Refractory coeliac disease, a deadly form of the autoimmune condition, has received its first dedicated support from NHS England with the setting up of a Rare Disease Collaborative Network (RDCN) to accelerate research and treatment into this life-threatening condition.
Coeliac disease is relatively common, with one in 100 people in the UK experiencing the condition, and can be successfully treated with a gluten-free diet for life. Refractory coeliac disease affects 2–5% of these patients. They do not get better on a gluten-free diet and are more likely to develop a specific types of cancer, including intestinal lymphoma (pictured) and small bowel cancer, with fatal consequences.

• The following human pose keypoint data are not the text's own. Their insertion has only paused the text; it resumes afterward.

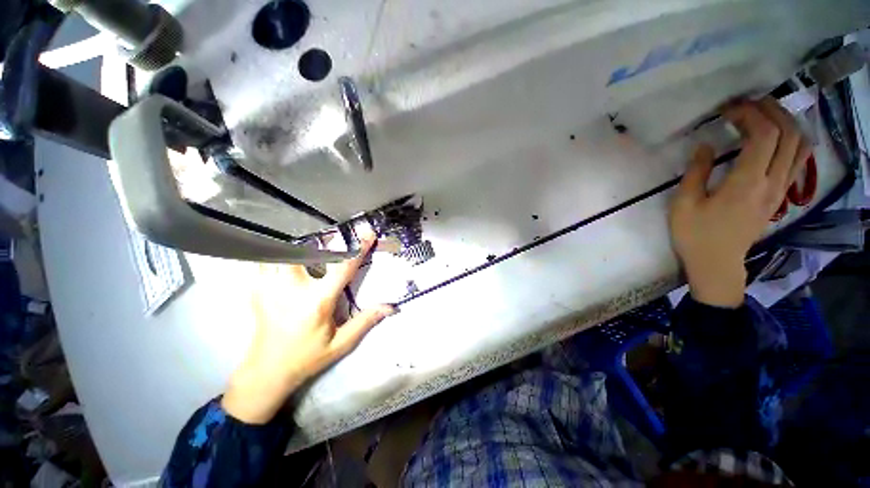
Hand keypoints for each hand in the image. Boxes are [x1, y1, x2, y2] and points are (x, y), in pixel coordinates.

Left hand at [222, 231, 393, 423]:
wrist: (266, 372)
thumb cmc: (307, 357)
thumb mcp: (341, 343)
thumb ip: (366, 321)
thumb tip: (390, 307)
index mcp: (318, 301)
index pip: (342, 268)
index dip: (358, 249)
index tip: (367, 234)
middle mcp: (292, 289)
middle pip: (303, 250)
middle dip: (319, 241)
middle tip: (332, 238)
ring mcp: (270, 287)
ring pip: (280, 251)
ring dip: (296, 245)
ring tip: (309, 246)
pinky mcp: (257, 289)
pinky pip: (263, 261)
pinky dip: (275, 253)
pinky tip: (285, 257)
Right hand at [669, 98, 811, 307]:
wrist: (717, 263)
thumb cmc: (695, 235)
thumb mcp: (683, 204)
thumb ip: (697, 172)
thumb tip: (706, 146)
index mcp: (747, 183)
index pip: (764, 134)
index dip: (749, 113)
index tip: (727, 109)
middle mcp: (772, 182)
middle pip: (788, 133)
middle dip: (770, 110)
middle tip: (746, 105)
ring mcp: (780, 189)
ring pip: (800, 144)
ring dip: (785, 122)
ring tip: (763, 114)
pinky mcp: (780, 195)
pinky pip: (798, 160)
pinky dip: (793, 139)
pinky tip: (777, 136)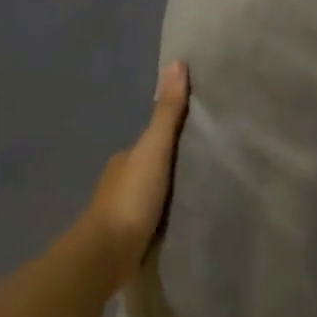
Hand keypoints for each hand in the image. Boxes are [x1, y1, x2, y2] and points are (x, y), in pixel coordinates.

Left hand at [82, 60, 190, 282]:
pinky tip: (182, 217)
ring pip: (151, 191)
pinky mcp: (128, 236)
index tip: (202, 133)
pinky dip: (164, 212)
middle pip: (152, 165)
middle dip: (173, 164)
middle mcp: (120, 180)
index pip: (153, 139)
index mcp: (125, 158)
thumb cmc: (132, 197)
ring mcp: (122, 210)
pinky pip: (152, 215)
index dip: (173, 134)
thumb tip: (176, 64)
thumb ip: (167, 112)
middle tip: (209, 163)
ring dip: (169, 190)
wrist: (107, 253)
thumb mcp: (155, 149)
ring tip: (201, 191)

Professor David Sanders from Sheffield will lead the Network, working alongside Dr Jeremy Woodward at the collaborating centre in Cambridge. The RDCN will be looking to drive improvements in patient outcomes through greater understanding of refractory coeliac disease.
Professor Sanders said “The outlook for patients with refractory coeliac disease has been very poor, with a 50% life expectancy beyond five years. The support from NHS England is wonderful as it will allow us an opportunity to work collectively on improving this awful situation for our patients.”
RDCNs have been set up by the government recently as part of its Strategy for Rare Diseases, with a vision to lead to improved outcomes for patients with very rare diseases which have a prevalence of less than one in 10,000 of the population.
Earlier this year Coeliac UK, the largest independent charity for people who need to live gluten-free, launched a research fund and accompanying fundraising appeal, aiming to raise £5 million to change the future for people with coeliac disease and gluten-related autoimmune conditions.